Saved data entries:
*** Begin section ***

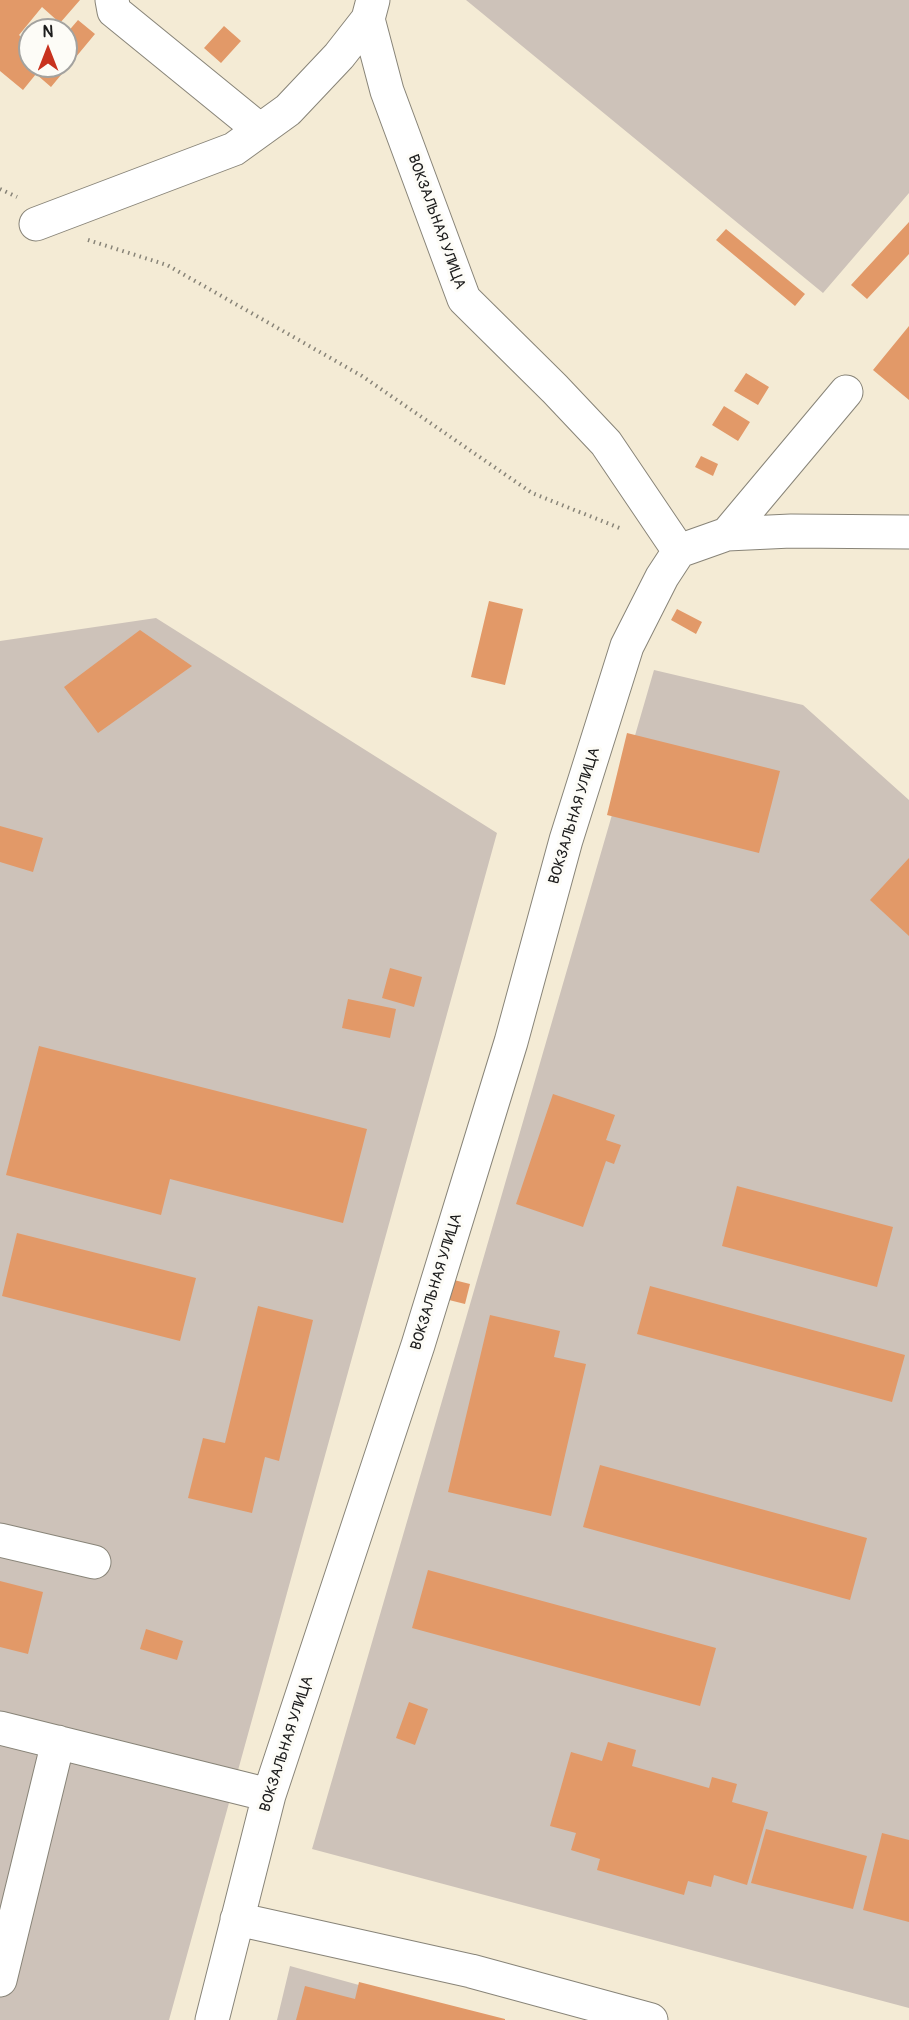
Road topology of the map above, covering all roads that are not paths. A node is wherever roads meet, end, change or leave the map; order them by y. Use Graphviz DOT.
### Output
graph roads {
  1 [pos="112,0"];
  2 [pos="370,10"];
  3 [pos="260,130"];
  4 [pos="36,224"];
  5 [pos="846,392"];
  6 [pos="909,532"];
  7 [pos="728,534"];
  8 [pos="679,551"];
  9 [pos="0,1540"];
  10 [pos="94,1562"];
  11 [pos="0,1728"];
  12 [pos="58,1742"];
  13 [pos="269,1795"];
  14 [pos="237,1919"];
  15 [pos="0,1980"];
  16 [pos="212,2020"];
  17 [pos="651,2020"];
  1 -- 3 [label="street"];
  2 -- 3 [label="street"];
  2 -- 8 [label="street, ВОКЗАЛЬНАЯ УЛИЦА"];
  3 -- 4 [label="street"];
  5 -- 7 [label="street"];
  6 -- 7 [label="street"];
  7 -- 8 [label="street"];
  8 -- 13 [label="street, ВОКЗАЛЬНАЯ УЛИЦА"];
  9 -- 10 [label="street"];
  11 -- 12 [label="street"];
  12 -- 13 [label="street"];
  12 -- 15 [label="street"];
  13 -- 14 [label="street, ВОКЗАЛЬНАЯ УЛИЦА"];
  14 -- 16 [label="street, ВОКЗАЛЬНАЯ УЛИЦА"];
  14 -- 17 [label="street"];
}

*** End section ***

Give back all of the data exactly, but not the pictures.

Exercise response
Road topology of the map above, covering all roads that are not paths. A node is wherever roads meet, end, change or leave the map; order them by y. Use Graphviz DOT.
### Output
graph roads {
  1 [pos="112,0"];
  2 [pos="370,10"];
  3 [pos="260,130"];
  4 [pos="36,224"];
  5 [pos="846,392"];
  6 [pos="909,532"];
  7 [pos="728,534"];
  8 [pos="679,551"];
  9 [pos="0,1540"];
  10 [pos="94,1562"];
  11 [pos="0,1728"];
  12 [pos="58,1742"];
  13 [pos="269,1795"];
  14 [pos="237,1919"];
  15 [pos="0,1980"];
  16 [pos="212,2020"];
  17 [pos="651,2020"];
  1 -- 3 [label="street"];
  2 -- 3 [label="street"];
  2 -- 8 [label="street, ВОКЗАЛЬНАЯ УЛИЦА"];
  3 -- 4 [label="street"];
  5 -- 7 [label="street"];
  6 -- 7 [label="street"];
  7 -- 8 [label="street"];
  8 -- 13 [label="street, ВОКЗАЛЬНАЯ УЛИЦА"];
  9 -- 10 [label="street"];
  11 -- 12 [label="street"];
  12 -- 13 [label="street"];
  12 -- 15 [label="street"];
  13 -- 14 [label="street, ВОКЗАЛЬНАЯ УЛИЦА"];
  14 -- 16 [label="street, ВОКЗАЛЬНАЯ УЛИЦА"];
  14 -- 17 [label="street"];
}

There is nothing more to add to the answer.